**INSTRUCTIONS TO FOLLOW**
Scan the records and identify every line in which the string "numbered" occurs, then return those lines.

Saved data entries
+++

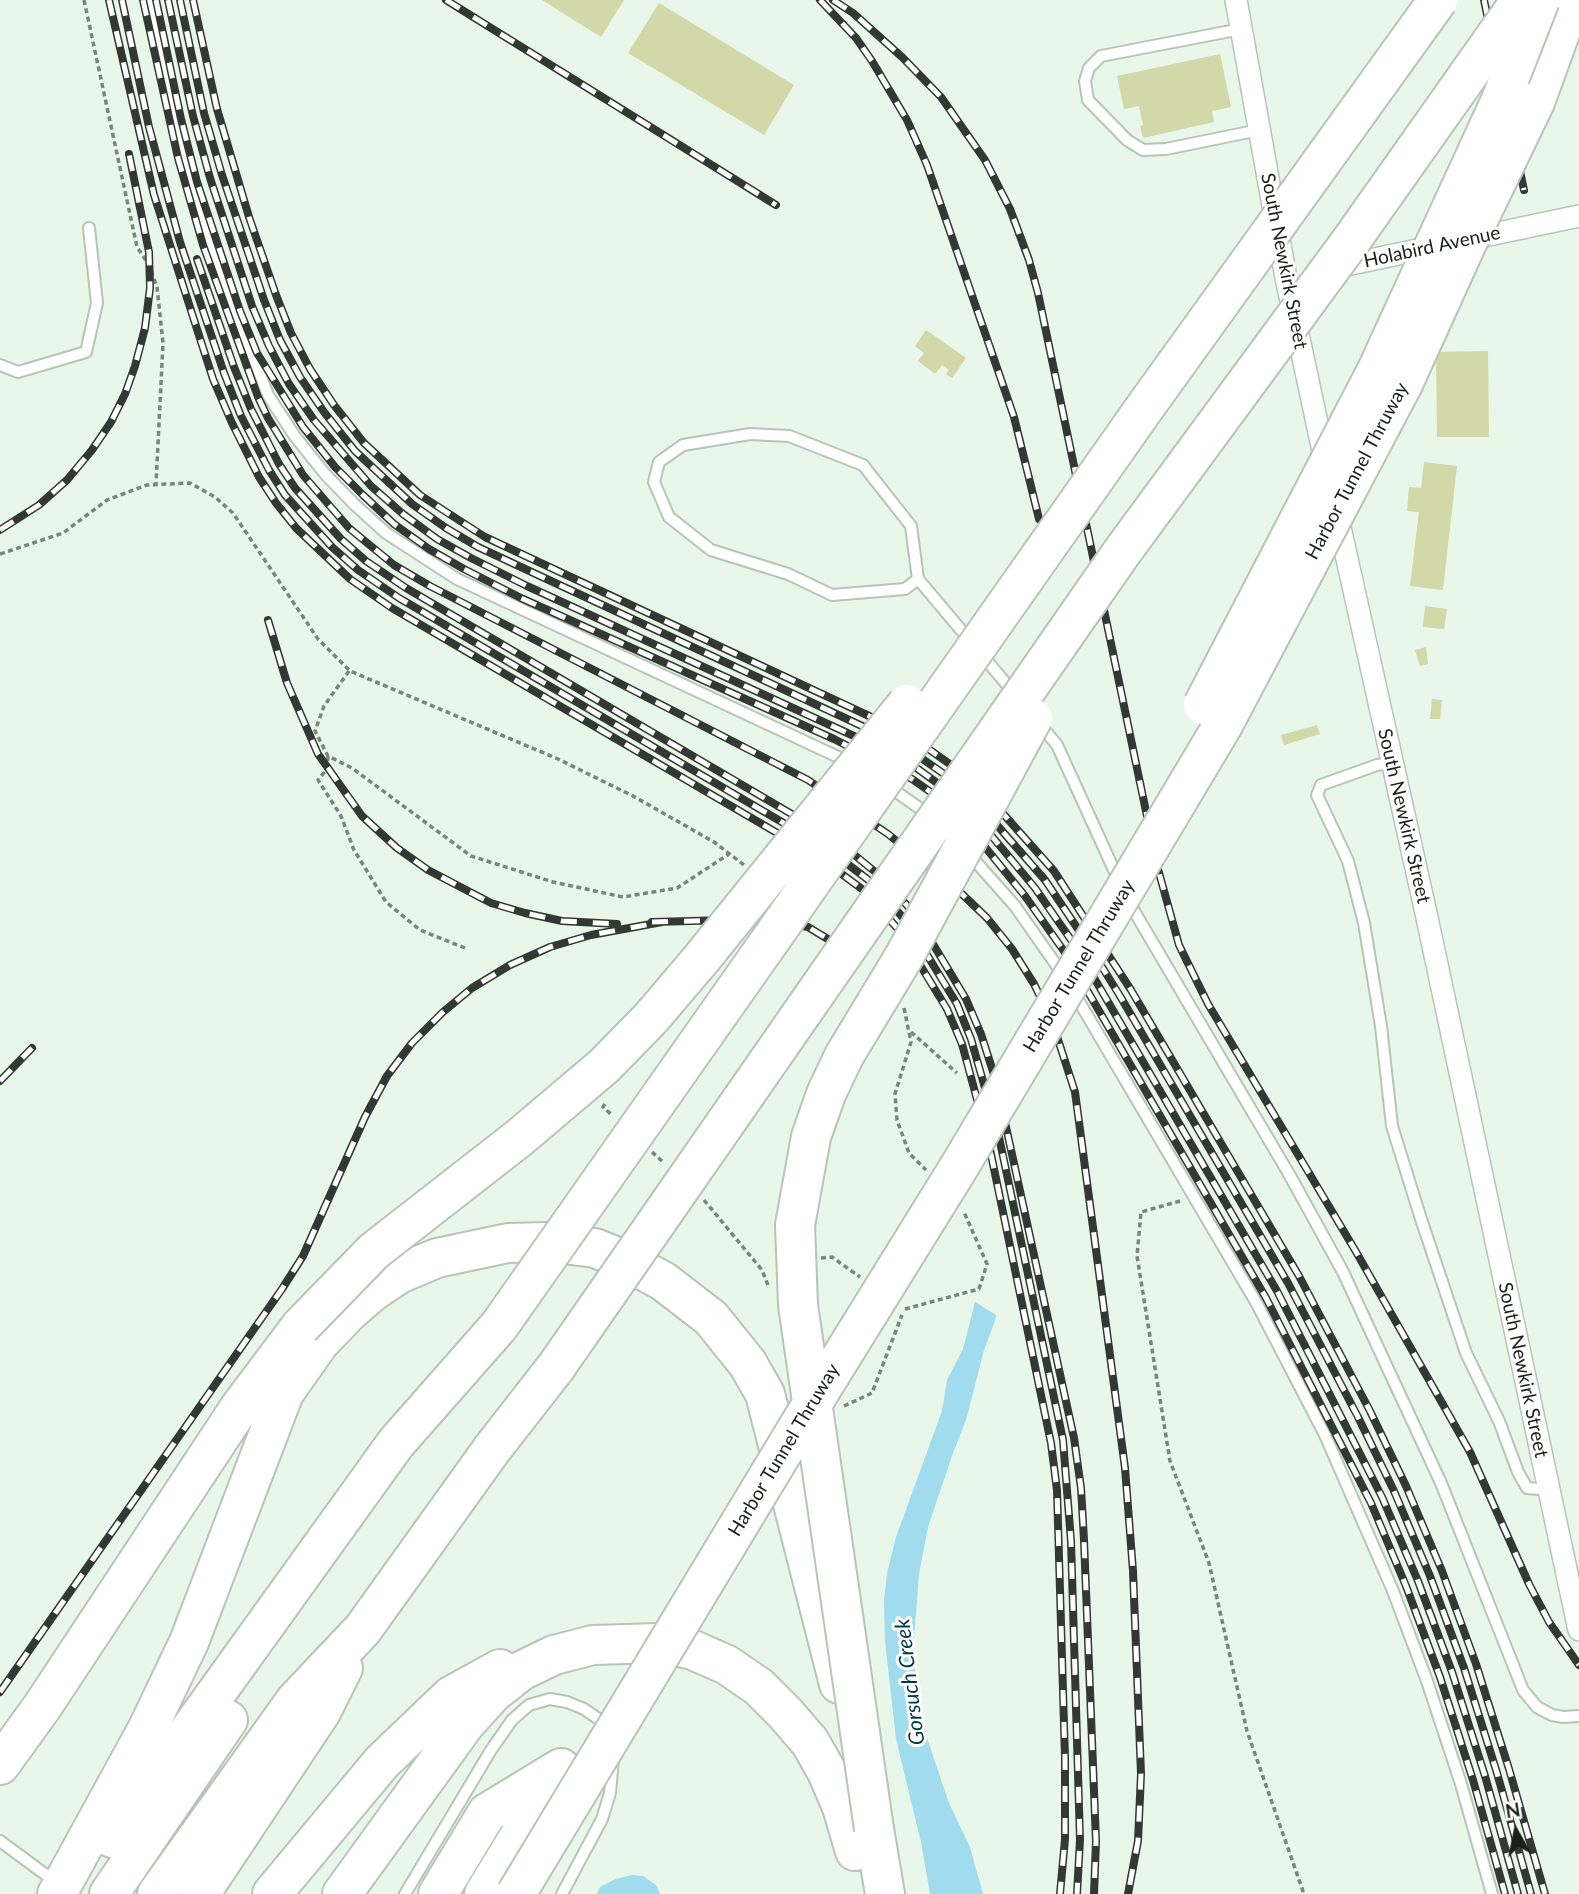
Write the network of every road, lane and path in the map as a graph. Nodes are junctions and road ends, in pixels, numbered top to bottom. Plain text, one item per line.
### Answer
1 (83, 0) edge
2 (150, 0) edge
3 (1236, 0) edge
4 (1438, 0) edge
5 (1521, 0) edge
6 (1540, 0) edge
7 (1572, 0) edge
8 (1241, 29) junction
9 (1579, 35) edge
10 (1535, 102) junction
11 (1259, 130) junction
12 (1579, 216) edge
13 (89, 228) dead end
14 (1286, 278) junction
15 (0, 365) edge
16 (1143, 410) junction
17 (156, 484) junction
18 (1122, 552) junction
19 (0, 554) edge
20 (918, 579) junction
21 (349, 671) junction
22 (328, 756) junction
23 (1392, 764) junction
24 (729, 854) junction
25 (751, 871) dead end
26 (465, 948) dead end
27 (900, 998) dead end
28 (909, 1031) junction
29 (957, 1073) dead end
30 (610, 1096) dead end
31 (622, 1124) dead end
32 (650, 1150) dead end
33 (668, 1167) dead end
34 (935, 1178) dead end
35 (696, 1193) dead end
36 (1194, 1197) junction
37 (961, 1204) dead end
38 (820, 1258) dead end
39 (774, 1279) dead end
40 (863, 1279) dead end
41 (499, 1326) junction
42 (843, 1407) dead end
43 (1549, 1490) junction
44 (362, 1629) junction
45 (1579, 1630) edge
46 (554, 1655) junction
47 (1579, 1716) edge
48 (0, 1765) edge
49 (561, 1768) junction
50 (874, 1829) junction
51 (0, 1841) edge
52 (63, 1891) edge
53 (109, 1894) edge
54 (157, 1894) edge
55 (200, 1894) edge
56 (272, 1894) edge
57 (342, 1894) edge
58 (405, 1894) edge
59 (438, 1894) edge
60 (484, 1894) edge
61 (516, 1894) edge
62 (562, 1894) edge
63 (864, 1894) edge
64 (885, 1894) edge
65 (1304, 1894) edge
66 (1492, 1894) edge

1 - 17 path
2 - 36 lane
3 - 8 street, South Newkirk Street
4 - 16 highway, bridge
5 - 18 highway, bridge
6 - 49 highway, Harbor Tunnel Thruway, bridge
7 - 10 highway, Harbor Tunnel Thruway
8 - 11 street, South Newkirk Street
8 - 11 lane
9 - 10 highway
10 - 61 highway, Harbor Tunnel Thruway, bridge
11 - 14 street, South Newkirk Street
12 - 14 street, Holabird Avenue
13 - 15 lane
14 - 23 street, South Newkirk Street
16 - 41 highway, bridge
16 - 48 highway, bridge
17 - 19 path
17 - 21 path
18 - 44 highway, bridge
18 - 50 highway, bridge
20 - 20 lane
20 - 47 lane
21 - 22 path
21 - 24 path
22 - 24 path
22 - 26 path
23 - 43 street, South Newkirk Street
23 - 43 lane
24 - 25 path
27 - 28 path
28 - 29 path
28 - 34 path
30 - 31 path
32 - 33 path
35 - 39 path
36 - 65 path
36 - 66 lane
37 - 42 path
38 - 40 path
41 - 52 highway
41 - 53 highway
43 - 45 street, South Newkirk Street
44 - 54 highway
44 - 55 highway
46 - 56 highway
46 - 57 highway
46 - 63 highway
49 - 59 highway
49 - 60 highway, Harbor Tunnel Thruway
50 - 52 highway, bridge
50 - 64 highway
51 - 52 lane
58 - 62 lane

+++

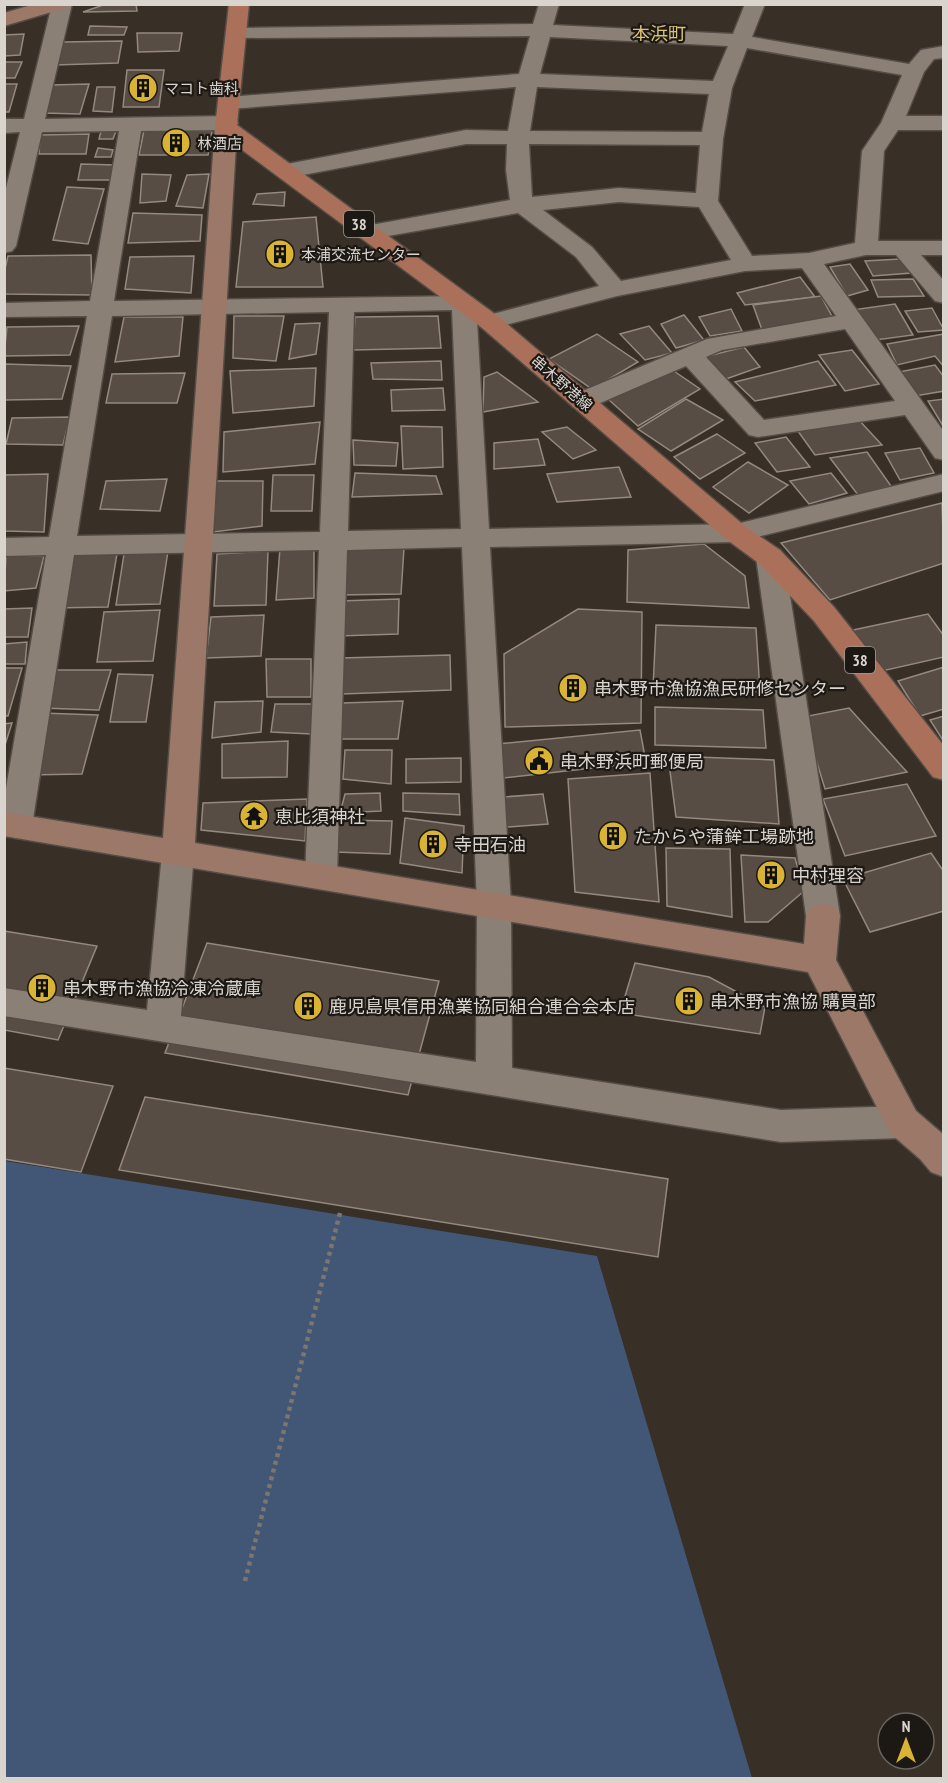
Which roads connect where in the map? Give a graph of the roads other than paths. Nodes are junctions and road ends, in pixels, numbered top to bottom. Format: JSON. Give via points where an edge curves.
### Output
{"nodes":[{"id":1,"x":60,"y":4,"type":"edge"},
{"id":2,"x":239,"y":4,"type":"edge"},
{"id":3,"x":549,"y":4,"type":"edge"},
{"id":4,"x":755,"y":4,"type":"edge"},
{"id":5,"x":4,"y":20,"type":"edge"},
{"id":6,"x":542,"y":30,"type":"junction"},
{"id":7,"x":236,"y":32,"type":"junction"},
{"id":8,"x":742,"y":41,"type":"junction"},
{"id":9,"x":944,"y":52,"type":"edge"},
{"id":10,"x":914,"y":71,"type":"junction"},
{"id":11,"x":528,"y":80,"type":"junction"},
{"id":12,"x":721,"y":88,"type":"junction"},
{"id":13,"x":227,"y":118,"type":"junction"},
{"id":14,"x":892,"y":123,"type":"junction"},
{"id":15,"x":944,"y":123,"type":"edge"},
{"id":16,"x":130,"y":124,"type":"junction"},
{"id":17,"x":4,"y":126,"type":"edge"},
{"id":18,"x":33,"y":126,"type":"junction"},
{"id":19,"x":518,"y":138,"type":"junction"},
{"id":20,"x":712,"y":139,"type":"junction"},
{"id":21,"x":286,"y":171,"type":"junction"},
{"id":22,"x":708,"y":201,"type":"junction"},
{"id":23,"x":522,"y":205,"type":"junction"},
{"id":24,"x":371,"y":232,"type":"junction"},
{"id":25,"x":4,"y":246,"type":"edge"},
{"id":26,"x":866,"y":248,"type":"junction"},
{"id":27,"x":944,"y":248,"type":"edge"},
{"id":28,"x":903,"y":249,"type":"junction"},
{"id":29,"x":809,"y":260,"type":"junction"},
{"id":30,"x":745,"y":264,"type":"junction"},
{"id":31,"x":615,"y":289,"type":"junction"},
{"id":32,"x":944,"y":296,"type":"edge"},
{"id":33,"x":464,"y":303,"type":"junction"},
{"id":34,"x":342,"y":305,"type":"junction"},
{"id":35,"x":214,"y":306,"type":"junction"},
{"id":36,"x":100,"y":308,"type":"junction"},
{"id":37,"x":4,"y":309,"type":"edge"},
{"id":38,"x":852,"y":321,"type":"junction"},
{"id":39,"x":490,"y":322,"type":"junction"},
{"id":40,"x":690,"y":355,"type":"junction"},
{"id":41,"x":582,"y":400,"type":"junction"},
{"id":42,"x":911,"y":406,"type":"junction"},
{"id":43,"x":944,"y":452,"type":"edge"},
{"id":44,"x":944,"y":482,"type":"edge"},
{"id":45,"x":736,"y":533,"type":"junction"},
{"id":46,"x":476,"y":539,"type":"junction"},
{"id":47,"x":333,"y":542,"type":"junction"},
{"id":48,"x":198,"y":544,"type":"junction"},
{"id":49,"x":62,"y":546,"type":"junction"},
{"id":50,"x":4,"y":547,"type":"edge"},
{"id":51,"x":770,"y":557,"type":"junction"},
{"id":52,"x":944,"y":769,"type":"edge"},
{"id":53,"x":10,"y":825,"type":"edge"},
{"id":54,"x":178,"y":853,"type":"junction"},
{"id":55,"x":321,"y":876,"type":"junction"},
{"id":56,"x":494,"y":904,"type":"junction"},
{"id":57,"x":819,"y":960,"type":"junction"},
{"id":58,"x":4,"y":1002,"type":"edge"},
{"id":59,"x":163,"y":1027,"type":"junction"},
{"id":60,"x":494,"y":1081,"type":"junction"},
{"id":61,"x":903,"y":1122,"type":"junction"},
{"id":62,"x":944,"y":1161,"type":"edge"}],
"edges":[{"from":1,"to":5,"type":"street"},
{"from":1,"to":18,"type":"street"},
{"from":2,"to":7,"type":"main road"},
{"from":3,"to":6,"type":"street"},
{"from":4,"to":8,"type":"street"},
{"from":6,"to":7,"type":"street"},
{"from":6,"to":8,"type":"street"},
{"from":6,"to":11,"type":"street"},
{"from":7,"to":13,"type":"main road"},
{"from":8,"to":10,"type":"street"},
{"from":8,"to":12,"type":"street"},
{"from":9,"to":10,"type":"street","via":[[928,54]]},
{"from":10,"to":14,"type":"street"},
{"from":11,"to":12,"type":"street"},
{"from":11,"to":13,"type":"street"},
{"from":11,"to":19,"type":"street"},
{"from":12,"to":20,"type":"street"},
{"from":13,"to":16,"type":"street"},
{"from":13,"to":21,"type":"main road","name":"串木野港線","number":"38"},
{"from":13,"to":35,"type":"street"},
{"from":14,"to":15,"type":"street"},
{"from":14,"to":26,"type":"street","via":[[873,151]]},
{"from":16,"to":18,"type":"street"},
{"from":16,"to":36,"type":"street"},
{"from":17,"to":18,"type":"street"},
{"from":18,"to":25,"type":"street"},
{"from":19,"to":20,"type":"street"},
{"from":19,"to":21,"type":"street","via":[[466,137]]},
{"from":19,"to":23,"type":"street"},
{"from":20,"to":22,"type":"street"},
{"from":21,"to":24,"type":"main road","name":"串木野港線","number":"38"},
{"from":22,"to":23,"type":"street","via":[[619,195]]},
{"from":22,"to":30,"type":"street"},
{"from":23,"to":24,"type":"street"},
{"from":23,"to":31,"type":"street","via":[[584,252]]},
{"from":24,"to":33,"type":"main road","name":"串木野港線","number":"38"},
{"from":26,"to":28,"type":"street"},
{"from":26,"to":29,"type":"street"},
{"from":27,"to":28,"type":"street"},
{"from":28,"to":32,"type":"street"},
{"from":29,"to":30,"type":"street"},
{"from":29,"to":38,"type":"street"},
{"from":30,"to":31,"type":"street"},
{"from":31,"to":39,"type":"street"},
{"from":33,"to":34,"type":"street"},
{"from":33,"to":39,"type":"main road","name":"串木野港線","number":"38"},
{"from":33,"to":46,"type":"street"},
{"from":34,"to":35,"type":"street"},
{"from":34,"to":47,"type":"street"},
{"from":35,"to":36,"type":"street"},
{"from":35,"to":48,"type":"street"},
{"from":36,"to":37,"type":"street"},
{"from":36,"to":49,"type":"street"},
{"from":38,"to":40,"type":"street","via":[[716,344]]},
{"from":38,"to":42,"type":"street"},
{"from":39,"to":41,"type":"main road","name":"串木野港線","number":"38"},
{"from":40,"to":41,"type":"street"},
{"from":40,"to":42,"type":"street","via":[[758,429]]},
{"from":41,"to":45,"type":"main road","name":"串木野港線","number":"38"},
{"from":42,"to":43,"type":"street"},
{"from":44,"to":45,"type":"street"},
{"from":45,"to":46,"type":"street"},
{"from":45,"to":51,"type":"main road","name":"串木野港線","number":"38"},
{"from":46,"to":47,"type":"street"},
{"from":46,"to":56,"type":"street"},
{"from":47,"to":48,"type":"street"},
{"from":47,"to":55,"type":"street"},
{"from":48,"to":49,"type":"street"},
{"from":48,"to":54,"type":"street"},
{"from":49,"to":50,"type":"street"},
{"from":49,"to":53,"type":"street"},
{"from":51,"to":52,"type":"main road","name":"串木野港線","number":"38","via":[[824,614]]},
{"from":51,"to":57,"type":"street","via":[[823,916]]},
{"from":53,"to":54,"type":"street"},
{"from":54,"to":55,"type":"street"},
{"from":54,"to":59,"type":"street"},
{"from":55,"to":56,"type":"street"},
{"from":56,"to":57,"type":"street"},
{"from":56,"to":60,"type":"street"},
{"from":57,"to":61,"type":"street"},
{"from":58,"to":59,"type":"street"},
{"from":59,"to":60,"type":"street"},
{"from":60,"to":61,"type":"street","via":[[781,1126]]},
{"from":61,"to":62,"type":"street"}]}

+++

**EXPECTED ANSWER**
Write the network of every road, lane and path in the map as a graph. Nodes are junctions and road ends, in pixels, numbered top to bottom. Plain text, one item per line.
Which roads connect where in the map? Give a graph of the roads other than paths. Nodes are junctions and road ends, in pixels, numbered top to bottom. Format: JSON. Give via points where an edge curves.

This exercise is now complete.